How to do Bayesian calibration for multi-dimensional outputs? #954

RemDelaporteMathurin · 2026-01-16T14:46:36Z

RemDelaporteMathurin
Jan 16, 2026

Hi everyone, first off thanks for developing autoemulate, and for making these very well written tutorials!

I would like to use it to perform Bayesian calibration on spectral data.
Consider this example case:

I have a spectrum that is made of two gaussian peaks. Each peak is defined by its mean and height (same stddev). I would like to use Bayesian calibration with an emulator (the real simulator can be expensive) to identify the most likely means and heights that reproduce the observation.

The Bayesian calibration tutorial shows a case for (x0, x1) -> (y0) but I was wondering how to apply this when y is a curve.

For extra context, this is the real application case. Up to now we were mostly using simple parametric optimisation and we would like to look at autoemulate instead!

Thanks in advance!

Answered by radka-j

Feb 4, 2026

Hi @RemDelaporteMathurin! Thank you for getting back to us, the notebook is really helpful.

The modelling approach combining PCA with GPs looks great. You could also try comparing RBF to the Matern kernel just in case you find you can get any performance improvement.

I found one bug in your code. For the calibration, you have:

bc = BayesianCalibration(
    em.model,
    ...
)

But this should be:

bc = BayesianCalibration(
    em,
    ...
)

In your notebook em is an instance of TransformedEmulator which wraps together the underlying GP (which makes predictions in the transformed 8 dimensional space) and the PCA transform (which transforms the 8D predictions back to the 50 dimensional data s…

View full answer

radka-j · 2026-01-26T15:10:07Z

radka-j
Jan 26, 2026
Maintainer

Hi @RemDelaporteMathurin! Thank you for your interest in AutoEmulate, it's really great to hear you found the tutorials useful :)

Could you please provide a bit more information on what it is exactly that you are after? It doesn't have to be too detailed, just to give enough of an intuition (e.g., what are your inputs and outputs like, what is the likelihood you want to fit)?

0 replies

RemDelaporteMathurin · 2026-01-29T21:24:20Z

RemDelaporteMathurin
Jan 29, 2026
Author

Hi @radka-j thank you so much for your reply!

I'm happy to provide more context, although I think I found how to do this.

My simulator basically produces a distribution (50 numbers) made of two peaks, and the parameters are the position and height of these peaks.
This is with [460, 1, 490, 0.8]

I generated some data:

Then I followed the dimensionality reduction tutorial, when I initially wrote this post, I thought that this was only for 2D/3D data but I now understand this is for very high dimensionality, in my case 50D I guess.

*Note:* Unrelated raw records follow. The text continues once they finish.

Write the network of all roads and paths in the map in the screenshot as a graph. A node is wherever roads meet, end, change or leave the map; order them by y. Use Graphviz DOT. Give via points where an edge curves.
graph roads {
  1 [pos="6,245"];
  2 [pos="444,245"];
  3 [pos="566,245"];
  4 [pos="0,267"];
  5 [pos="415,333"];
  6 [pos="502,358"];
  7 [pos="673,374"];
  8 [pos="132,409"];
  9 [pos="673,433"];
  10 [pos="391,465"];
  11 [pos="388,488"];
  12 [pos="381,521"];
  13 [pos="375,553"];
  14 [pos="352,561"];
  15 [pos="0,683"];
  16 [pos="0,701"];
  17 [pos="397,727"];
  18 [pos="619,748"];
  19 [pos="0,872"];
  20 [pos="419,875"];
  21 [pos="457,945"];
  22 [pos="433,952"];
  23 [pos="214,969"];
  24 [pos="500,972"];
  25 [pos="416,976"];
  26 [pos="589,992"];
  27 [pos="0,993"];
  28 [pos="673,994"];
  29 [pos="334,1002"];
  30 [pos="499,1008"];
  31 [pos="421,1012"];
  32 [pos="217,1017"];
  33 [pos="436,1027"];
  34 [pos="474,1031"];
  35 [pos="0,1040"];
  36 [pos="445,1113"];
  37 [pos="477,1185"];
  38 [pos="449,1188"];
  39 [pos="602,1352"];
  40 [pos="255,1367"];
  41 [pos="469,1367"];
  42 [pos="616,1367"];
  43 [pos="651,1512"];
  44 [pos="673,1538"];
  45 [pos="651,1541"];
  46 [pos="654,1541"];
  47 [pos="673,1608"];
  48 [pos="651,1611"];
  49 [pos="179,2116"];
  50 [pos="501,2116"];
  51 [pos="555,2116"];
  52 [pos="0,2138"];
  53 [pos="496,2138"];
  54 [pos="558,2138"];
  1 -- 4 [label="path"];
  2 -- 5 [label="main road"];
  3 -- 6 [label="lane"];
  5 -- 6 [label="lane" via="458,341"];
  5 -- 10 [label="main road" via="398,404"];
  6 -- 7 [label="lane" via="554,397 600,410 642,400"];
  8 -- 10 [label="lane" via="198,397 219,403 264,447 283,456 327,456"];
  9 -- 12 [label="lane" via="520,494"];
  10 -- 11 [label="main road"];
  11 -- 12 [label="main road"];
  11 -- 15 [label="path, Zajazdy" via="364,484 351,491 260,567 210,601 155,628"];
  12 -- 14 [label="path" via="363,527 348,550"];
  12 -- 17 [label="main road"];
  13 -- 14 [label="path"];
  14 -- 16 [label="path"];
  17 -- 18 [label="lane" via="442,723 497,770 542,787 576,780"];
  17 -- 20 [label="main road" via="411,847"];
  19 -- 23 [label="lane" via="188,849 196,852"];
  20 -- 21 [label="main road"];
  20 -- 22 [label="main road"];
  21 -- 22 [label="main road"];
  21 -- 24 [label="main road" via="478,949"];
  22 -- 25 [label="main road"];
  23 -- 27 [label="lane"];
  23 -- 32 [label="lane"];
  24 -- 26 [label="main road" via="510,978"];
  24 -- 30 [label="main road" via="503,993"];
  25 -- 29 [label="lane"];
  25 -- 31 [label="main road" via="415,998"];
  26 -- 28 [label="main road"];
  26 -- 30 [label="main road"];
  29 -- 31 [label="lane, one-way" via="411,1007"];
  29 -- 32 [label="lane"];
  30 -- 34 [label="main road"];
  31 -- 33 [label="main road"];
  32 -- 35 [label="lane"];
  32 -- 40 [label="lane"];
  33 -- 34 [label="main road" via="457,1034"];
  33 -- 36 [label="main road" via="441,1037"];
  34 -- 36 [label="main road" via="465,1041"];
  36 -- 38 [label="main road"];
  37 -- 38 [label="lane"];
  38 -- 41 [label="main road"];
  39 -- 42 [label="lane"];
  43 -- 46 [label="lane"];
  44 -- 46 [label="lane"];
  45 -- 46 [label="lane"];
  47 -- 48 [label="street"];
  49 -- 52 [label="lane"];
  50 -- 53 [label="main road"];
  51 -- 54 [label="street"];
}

from autoemulate.core.compare import AutoEmulate
from autoemulate.transforms import StandardizeTransform, PCATransform
import torch
import numpy as np


# Convert to tensors
x, y = torch.Tensor(X).float(), torch.Tensor(Y).float()

# Split into train/test data
test_idx = [np.array([13, 39, 30, 45, 17, 48, 26, 25, 32, 19])]
train_idx = np.setdiff1d(np.arange(len(x)), test_idx)

# Run AutoEmulate
ae = AutoEmulate(
    x[train_idx], 
    y[train_idx],
    models=["GaussianProcessRBF"],
    x_transforms_list=[[StandardizeTransform()]],
    y_transforms_list=[[
        PCATransform(n_components=8),
        StandardizeTransform()
    ]],
    # fewer bootstraps to reduce computation time, though more uncertainty on test score
    n_bootstraps=None,
    log_level="error",
    model_params={"posterior_predictive": True},
    transformed_emulator_params={
        "full_covariance": False,
        "output_from_samples": False
    }
)

The results of the emulator are quite satisfactory:

I am just struggling with the next task which is Bayesian Calibration using run_mcmc, it seems to really take forever and the final results aren't even really accurate. I'd appreciate any pointers!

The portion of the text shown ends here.